Universal Republic (2013)
Where do I start? It seems that a majority of reviewers who’ve joined the mysterious cult of the band known as Ghost are too afraid to give such a band a negative review, being that these occult-influenced Swedes are very much the “in thing” at the moment.
I wasn’t overly impressed by the band’s 2010 debut album Opus Eponymous, my opinion being that the combo, for all their esoteric nonsense, was merely style over substance. So I hoped and prayed to the dark lords of hell that Infestissumam would prove me wrong, but again I’m left scratching my head in frustration.
I’m of the view that these guys wouldn’t have made such an impact if it weren’t for their frequent visits to the local costume store – Papa Emeritus II and his Nameless Ghouls are clearly of the belief that every day is Halloween – and their brand of pop-sike just doesn’t live up to the hype. I’m guessing that this sound is new to many people, and this is why Ghost have made such an impact on the scene, but peel back the foggy veil and you’ll find that Infestissumam has a limited shelf life and wears thin very quickly.
This time around the creepy combo aim for a darker approach, although a majority of tracks may disappoint the metalheads among you who may have been expecting a heavier affair. ‘Per Aspera Ad Inferi’ is probably the album’s doomiest cut, and the chugging guitars allow easy access for the ears, given added 70s mysticism by the swirling organ and creaky musicianship that evokes images of obscure psychedelia that saturated the late 60s with its horror themes, but it soon becomes a predictable affair.
There is nothing original about Ghost whatsoever, the band simply finding their niche within the stale rock ’n’ roll circus at the moment which has become all too quickly drenched in occult rock imitation.
Infestissumam isn’t all bad, and Ghost do shine – albeit dimly – on the tip-toe creepiness of album closer ‘Monstrance Clock’ with its Munsters-style go-go beat and summery “Come together” chants. As usual, the organ wheezes over proceedings, bathing the musty catacombs in a kaleidoscopic light.
Elsewhere, ‘Jigolo Har Megiddo’ hops in on an upbeat plod that reminds me of The Kinks’ 1966 hit single ‘Sunny Afternoon’, before once again resorting to a watery doom-tinged pop rocker.
The big numbers of the album include the spooky ‘Year Zero’ with its eerie chants that sound as if they’ve been lifted from the local monastery. The track drifts into a poppy goth-laced echo, but there’s nothing here that enables it to rise above Pet Shop Boys at their most experimental. Yes, I said Pet Shop Boys; just check out that infectious drum beat.

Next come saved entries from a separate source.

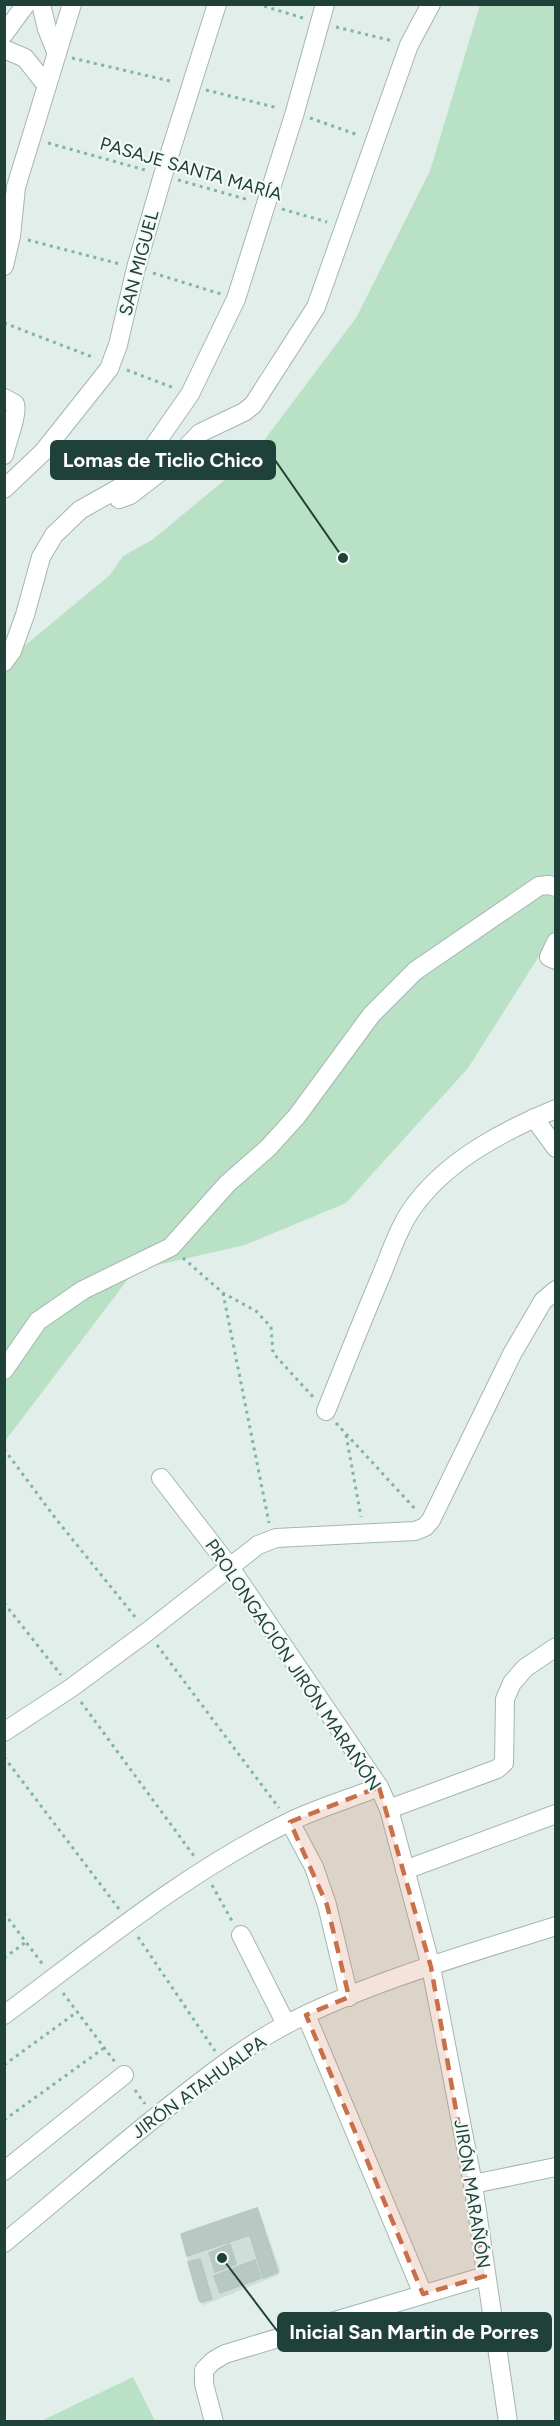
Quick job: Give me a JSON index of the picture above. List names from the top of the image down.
{
  "streets": {
    "street": [
      "SAN MIGUEL",
      "PROLONGACIÓN JIRÓN MARAÑÓN",
      "JIRÓN ATAHUALPA",
      "JIRÓN MARAÑÓN"
    ],
    "path": ["PASAJE SANTA MARÍA"]
  },
  "crossings": [
    ["PASAJE SANTA MARÍA", "SAN MIGUEL"],
    ["PROLONGACIÓN JIRÓN MARAÑÓN", "JIRÓN ATAHUALPA"],
    ["PROLONGACIÓN JIRÓN MARAÑÓN", "JIRÓN MARAÑÓN"],
    ["JIRÓN ATAHUALPA", "JIRÓN MARAÑÓN"]
  ],
  "places": ["Lomas de Ticlio Chico", "Inicial San Martin de Porres"]
}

‘Secular Haze’ is equally accessible, emerging from its mansion on a carousel jig. This is a carnival of unearthly delights that rides high on a King Diamond-styled groove, only lacking the metal, evoking images of rainy Blue Öyster Cult.
The main problem however with Ghost is their inability to rise above the mediocre, and much of Infestissumam is lacking in depth. Only the piano-led ‘Ghuleh / Zombie Queen’ with its vocal caress sends a chill – it’s an epic seven-minute prog haze that finally gets going on a swingin’ go-go beat. ‘Body And Blood’ is equally esoteric, but again has all the appeal of a Sunday afternoon spent standing outside a freezing cold church.
Ghost are all too happy to celebrate the existence of almighty Satan with their psych-rock, but I’m always left wanting more. The live experience is no doubt more rewarding, but how long these guys can keep up the theatre is something that remains to be seen, because despite the hype and gothic intentions, little of this transfers well to record.
Infestissumam offers us ten tracks, but it’s going to take a lot more than a handful of satanic sermons to drag me in. Papa Emeritus II and his clan of hooded ghouls are probably going to end up being pretty successful, but their true effects are something akin to a spring evening – mild at best. I’m sure they won’t lose any sleep over my review, but I’ll stick to The Vampires Of Dartmoore’s Dracula’s Music Cabinet (1969), Lucifer’s Black Mass (1971) and Bram Stoker’s Heavy Rock Spectacular (1972) for ghoulish sincerity.